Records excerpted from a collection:
_ _ _ _ _

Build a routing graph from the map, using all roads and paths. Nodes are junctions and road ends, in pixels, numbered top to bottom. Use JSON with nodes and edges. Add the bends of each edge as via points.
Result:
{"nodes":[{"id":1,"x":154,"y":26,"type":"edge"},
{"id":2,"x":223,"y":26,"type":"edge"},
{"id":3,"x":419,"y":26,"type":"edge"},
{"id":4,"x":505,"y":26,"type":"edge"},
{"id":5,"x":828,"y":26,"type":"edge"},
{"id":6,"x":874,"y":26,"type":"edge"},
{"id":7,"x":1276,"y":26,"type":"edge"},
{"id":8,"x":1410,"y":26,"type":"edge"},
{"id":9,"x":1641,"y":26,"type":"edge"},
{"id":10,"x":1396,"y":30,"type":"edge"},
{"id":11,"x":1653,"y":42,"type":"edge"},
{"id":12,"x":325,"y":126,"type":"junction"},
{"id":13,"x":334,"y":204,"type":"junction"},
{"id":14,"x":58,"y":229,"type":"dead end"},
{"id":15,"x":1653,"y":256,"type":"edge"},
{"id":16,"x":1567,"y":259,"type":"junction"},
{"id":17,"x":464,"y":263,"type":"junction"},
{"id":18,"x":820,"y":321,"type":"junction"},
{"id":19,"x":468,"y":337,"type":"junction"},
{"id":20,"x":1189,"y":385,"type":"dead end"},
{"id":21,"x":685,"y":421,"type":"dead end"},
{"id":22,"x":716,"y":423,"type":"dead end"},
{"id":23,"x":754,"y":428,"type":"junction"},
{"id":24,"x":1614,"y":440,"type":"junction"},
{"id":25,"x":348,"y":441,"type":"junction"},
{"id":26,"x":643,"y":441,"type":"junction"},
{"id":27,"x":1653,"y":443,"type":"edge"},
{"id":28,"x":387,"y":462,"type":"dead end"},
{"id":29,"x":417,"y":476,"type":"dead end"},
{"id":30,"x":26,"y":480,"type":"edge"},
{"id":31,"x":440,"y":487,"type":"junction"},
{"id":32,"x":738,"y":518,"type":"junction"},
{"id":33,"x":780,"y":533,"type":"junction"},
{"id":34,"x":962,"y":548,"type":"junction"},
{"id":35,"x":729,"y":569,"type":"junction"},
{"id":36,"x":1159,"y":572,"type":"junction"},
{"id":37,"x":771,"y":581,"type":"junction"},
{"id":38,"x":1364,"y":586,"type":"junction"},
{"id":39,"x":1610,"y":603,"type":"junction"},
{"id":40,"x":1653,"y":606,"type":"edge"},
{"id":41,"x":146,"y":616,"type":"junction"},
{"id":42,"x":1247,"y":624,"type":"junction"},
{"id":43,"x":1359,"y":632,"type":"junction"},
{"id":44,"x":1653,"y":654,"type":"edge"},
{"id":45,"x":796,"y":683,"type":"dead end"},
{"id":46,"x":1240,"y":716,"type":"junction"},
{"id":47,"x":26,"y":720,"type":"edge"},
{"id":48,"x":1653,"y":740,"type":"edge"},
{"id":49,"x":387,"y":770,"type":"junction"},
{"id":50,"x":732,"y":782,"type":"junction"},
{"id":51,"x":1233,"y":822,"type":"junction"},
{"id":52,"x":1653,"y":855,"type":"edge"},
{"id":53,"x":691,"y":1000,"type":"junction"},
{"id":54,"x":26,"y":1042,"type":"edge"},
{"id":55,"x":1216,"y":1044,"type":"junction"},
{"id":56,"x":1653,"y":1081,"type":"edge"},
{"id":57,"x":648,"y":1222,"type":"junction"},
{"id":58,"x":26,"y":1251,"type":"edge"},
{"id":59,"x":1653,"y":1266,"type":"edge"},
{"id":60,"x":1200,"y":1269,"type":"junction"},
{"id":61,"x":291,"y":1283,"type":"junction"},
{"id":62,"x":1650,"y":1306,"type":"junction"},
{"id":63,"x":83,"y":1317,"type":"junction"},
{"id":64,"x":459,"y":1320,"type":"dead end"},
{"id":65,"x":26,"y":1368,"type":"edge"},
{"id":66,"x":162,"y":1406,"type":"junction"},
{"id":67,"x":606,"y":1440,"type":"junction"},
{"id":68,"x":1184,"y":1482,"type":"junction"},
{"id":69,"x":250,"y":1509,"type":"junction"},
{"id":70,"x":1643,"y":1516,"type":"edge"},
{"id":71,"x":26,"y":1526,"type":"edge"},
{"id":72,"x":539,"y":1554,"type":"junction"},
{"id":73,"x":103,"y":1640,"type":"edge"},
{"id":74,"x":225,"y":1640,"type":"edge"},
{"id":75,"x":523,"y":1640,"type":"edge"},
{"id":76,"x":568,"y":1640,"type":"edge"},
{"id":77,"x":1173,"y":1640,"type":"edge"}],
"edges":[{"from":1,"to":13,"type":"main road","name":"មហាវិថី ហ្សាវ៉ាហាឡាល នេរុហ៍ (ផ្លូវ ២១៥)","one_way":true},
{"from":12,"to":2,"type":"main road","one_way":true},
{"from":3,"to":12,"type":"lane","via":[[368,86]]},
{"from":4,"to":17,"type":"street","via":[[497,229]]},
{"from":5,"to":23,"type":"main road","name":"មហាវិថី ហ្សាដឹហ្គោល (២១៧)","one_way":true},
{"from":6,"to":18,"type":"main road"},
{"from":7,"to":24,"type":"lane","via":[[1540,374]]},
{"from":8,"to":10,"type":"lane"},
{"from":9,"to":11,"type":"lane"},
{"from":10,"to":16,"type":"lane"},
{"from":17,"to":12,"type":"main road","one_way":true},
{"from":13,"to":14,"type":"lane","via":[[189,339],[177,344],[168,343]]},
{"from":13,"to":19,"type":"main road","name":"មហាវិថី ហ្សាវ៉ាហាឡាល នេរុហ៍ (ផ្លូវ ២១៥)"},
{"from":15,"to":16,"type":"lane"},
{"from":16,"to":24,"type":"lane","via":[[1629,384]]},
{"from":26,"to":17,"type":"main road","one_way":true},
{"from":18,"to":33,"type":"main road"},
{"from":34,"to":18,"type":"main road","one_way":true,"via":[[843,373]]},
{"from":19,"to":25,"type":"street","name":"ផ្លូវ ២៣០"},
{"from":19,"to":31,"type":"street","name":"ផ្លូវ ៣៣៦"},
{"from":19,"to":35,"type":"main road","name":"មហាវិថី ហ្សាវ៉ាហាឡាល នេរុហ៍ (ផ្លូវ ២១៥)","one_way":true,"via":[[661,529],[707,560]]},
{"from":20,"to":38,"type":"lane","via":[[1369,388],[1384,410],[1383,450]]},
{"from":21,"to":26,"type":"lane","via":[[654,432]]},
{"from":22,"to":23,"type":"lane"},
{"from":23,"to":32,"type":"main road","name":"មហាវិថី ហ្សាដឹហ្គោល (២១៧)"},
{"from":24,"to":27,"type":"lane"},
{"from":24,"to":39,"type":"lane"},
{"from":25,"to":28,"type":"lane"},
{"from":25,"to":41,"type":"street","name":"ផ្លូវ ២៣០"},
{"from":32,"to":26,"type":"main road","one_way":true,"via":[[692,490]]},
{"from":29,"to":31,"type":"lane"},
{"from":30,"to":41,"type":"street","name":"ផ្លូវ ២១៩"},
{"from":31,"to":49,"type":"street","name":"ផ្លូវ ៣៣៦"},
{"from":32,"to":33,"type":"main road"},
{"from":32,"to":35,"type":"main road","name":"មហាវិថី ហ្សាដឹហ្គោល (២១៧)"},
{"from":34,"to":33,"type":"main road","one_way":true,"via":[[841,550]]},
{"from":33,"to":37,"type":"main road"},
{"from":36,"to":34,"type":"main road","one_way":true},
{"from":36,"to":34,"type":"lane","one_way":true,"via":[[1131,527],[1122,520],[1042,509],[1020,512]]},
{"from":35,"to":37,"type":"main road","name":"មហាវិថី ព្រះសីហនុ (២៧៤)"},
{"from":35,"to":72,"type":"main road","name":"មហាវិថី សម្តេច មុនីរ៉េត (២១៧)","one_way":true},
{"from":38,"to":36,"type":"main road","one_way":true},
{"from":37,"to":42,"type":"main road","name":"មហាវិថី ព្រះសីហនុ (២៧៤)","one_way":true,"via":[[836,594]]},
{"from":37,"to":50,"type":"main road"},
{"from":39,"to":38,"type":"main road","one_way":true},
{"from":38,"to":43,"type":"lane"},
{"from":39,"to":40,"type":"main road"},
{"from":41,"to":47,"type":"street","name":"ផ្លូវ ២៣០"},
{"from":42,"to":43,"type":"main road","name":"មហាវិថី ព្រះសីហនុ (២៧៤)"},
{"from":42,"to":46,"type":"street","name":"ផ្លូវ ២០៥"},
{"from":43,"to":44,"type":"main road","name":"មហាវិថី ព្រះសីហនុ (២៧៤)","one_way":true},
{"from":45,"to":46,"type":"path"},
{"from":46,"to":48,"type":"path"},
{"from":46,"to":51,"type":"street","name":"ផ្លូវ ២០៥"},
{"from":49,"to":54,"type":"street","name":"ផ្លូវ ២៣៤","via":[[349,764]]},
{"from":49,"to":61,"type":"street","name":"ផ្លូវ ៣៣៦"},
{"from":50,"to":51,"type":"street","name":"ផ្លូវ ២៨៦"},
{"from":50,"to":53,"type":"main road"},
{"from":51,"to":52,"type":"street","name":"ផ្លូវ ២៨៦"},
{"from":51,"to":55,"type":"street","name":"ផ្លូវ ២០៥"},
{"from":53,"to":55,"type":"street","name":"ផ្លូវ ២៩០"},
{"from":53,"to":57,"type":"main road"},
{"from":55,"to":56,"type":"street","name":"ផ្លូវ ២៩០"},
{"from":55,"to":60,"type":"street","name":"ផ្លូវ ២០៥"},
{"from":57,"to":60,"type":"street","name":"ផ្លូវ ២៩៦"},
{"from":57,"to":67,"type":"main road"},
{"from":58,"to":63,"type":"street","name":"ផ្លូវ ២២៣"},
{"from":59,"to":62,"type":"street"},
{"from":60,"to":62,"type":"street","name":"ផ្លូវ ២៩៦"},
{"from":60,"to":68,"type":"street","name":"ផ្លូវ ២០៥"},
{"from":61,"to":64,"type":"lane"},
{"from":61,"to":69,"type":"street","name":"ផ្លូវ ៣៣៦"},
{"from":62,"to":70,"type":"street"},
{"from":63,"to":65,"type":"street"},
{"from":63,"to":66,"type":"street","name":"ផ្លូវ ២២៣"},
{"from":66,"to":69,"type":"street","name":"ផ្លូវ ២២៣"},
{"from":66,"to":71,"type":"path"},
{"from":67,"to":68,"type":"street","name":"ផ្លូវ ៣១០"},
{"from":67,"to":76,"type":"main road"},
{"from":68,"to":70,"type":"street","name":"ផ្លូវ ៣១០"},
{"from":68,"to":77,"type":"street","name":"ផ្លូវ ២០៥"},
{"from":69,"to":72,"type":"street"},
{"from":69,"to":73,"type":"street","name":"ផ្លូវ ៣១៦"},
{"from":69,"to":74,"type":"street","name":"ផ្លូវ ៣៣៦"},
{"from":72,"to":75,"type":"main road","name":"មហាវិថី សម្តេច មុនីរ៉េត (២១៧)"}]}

_ _ _ _ _

Exercise description:
If a line in the entries holds the string "nodes", it belongs in the tally; state the tally alone.

Response:
2